- _What is expected_:
Go through the data and copy every line exactly, but not the images.

- _Supplied records_:
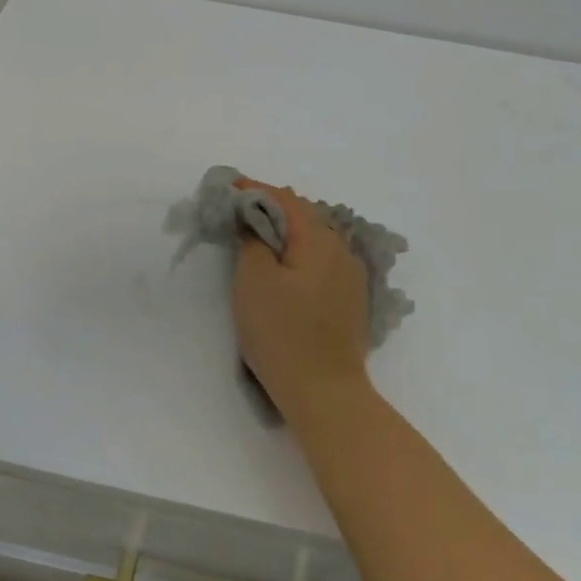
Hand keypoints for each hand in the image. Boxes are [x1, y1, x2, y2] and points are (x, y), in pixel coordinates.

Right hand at [232, 179, 371, 419]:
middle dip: (272, 208)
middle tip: (240, 210)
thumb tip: (255, 221)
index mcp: (319, 240)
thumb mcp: (254, 281)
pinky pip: (323, 261)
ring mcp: (351, 277)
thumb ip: (253, 241)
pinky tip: (286, 267)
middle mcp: (342, 250)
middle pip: (306, 215)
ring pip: (316, 239)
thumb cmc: (282, 333)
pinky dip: (300, 254)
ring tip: (260, 236)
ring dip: (288, 231)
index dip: (256, 189)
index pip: (287, 199)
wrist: (325, 393)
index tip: (229, 187)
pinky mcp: (350, 301)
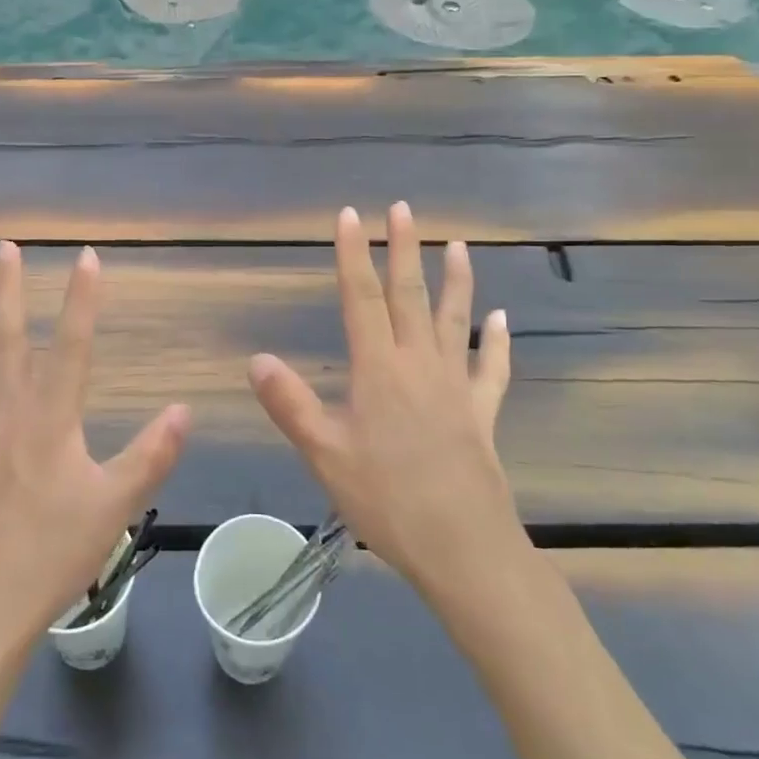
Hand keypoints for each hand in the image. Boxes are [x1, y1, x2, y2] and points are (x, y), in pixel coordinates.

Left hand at [0, 242, 188, 655]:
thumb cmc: (51, 556)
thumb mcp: (114, 508)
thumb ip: (150, 456)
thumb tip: (182, 409)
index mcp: (50, 420)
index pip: (71, 345)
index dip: (81, 298)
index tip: (87, 256)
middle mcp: (5, 412)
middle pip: (6, 338)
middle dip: (9, 288)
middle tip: (7, 246)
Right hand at [248, 204, 520, 599]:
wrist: (464, 549)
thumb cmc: (387, 500)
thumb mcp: (325, 455)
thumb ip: (290, 404)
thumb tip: (258, 359)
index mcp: (378, 369)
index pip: (360, 297)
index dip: (352, 254)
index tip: (349, 215)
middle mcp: (418, 364)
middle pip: (409, 295)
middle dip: (402, 249)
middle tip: (402, 209)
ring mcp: (455, 386)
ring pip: (454, 320)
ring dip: (455, 280)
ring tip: (458, 245)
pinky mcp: (481, 413)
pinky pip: (490, 369)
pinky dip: (496, 342)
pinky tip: (500, 320)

- _Response for this exercise_:
Hand keypoints for each hand in the image. Boxes are [x1, y1, x2, y2] and points are (x, y), in pixel coordinates.

Right hand at [232, 179, 371, 419]:
middle dip: (272, 208)
middle tip: (240, 210)
thumb tip: (255, 221)
index mcp: (319, 240)
thumb mcp: (254, 281)
pinky pip: (323, 261)
ring mcp: (351, 277)
thumb ip: (253, 241)
pinky tip: (286, 267)
middle mcp: (342, 250)
middle pip: (306, 215)
ring pip: (316, 239)
thumb cmc: (282, 333)
pinky dip: (300, 254)
ring tip: (260, 236)
ring dip: (288, 231)
index dip: (256, 189)
index pip: (287, 199)
wrist: (325, 393)
index tip: (229, 187)
pinky mcp: (350, 301)
Hand keypoints for each hand in the image. Boxes are [x1, y1, x2, y2] and points are (x, y), in pixel coordinates.

Left hand at [0, 242, 188, 655]:
thumb cmc: (51, 556)
thumb mcp: (114, 508)
thumb ip: (150, 456)
thumb tip: (182, 409)
index mcp: (50, 420)
index pip: (71, 345)
index dip: (81, 298)
index tip: (87, 256)
middle mcp: (5, 412)
middle pip: (6, 338)
middle dip: (9, 288)
middle tip: (7, 246)
Right hand at [248, 204, 520, 599]:
wrist: (464, 549)
thumb cmc: (387, 500)
thumb mcp: (325, 455)
thumb ip: (290, 404)
thumb tip: (258, 359)
index mcp: (378, 369)
index pip: (360, 297)
index dip: (352, 254)
index tip: (349, 215)
middle mcp: (418, 364)
middle pip: (409, 295)
middle dip: (402, 249)
middle tip: (402, 209)
ring mcp: (455, 386)
ring pip: (454, 320)
ring dip: (455, 280)
ring tip: (458, 245)
pinky mcp: (481, 413)
pinky pip: (490, 369)
pinky dip: (496, 342)
pinky tip: (500, 320)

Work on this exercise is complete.